The album likewise boasts one of Brodsky’s most beautiful compositions, “G-ddamned Blessed Road.” The song contains the album’s title line — which, for Brodsky, represents “the day of awakening in each of us, the day we see for ourselves.”

He’s referring to both spiritual and social awareness, of viewing the world — including our political landscape — without blinders.

Yet, Brodsky stresses, he’s hardly an angry person.

“I still have a healthy sense of humor,” the author of 1995’s riotous “Blow ‘Em Away” declares.

And an untarnished sense of joy.

“Asheville’s got a new hockey team,” Brodsky concludes, “and the Phillies have a good ball club.

“Life is good.”

The interview

The e-mail interview for the preceding article was conducted with Chuck Brodsky during the final day of the 24th-Annual Shetland Folk Festival (held April 29-May 2 throughout Scotland’s Shetland Isles), and during Brodsky’s return flight home to Asheville.

The full transcript appears below, in the original e-mail form, to keep the feel intact (a minimal amount of personal information was excised, however, to protect privacy).

Chuck’s hello

Chuck Brodsky: “Greetings from the fabulously gorgeous Shetland Islands! I’m here for the Shetland Drinking (I mean Folk) Festival. No words have been invented yet to describe this one. These folks are as fine a people as the world knows. Today is the Monday after the last night of the festival, a night dedicated to the musicians & all-volunteer staff. At the end of the night, when they boot us from the building at 5 am, everyone goes to various people’s houses for more music, then to breakfast at 6, and on to the pub at 7 for one last sip. I haven’t been to bed before 6 am yet since I got here. Neither has anyone else.”

Q&A

Mountain Xpress: “First of all, where are you right now, specifically?”

CB: “I’m sitting in the living room of a lovely family I was placed with here in Lerwick, on the mainland of the Shetland Islands. All of the festival performers are housed with host families, and I really lucked out with mine. They are absolutely beautiful people, and extremely knowledgeable about old-time & bluegrass. I looked over the cd collection at the house & it’s got people from the NC mountains I never even heard of. I’m staying 5 doors down from the festival’s central building…a community center which serves as home base…the place we gather for shuttle bus rides to our performances, instrument lock-up, and the after hours pub & music sessions.
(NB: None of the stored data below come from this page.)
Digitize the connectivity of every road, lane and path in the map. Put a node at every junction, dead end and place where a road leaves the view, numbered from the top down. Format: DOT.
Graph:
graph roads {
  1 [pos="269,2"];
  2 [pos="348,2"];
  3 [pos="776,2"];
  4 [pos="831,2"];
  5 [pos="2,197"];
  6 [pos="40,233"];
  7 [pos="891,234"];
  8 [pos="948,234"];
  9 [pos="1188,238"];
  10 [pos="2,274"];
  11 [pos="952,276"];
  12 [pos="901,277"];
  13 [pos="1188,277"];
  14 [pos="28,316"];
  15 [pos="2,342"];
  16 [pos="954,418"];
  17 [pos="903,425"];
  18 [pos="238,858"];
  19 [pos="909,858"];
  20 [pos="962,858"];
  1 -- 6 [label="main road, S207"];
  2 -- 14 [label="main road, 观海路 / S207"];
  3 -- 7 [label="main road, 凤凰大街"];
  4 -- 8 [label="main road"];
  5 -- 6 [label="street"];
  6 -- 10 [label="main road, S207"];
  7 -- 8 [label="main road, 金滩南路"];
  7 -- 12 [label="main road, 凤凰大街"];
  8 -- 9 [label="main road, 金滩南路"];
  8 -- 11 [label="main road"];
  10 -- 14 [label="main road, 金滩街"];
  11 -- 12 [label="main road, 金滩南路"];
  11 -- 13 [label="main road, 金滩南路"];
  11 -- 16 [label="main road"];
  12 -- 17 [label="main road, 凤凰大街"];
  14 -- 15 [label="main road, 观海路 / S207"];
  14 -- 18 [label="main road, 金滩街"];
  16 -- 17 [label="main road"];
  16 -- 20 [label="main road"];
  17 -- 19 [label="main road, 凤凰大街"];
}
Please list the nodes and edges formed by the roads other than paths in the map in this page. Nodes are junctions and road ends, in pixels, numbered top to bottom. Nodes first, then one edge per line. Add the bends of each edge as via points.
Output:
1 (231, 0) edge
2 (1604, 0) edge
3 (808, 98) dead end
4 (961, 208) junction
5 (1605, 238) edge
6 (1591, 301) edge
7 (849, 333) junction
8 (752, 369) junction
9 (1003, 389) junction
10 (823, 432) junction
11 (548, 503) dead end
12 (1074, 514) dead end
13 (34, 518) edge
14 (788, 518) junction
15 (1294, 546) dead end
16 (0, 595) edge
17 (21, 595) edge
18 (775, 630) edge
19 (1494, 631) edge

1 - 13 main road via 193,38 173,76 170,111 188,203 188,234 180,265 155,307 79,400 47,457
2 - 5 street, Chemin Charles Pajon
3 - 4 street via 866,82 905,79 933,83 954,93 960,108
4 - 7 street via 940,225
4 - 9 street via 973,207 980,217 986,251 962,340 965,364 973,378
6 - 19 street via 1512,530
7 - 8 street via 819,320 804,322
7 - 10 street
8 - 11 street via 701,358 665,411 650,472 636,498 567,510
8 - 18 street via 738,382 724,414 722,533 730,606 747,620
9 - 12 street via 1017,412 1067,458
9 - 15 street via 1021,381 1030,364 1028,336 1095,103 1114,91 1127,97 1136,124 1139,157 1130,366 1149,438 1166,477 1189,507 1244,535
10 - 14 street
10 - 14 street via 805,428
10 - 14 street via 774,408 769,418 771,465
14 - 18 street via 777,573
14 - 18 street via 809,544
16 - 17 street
The musicians are from all over the world…Slovakia, Denmark, Ireland, Canada, Scotland, England, Spain, Russia, and of course many Shetlanders. I’m the only representative of the USA, and the only singer-songwriter. Quite an honor. This is a real one of a kind festival, staring with the fact that all of the musicians meet in Aberdeen, Scotland, and travel to Shetland via a 12 hour over-night ferry boat trip where we all had cabins. Jams & sessions sparked up in the 2 bars on board, and by the time we arrived at the town of Lerwick at 7 in the morning it felt like everybody knew everyone else.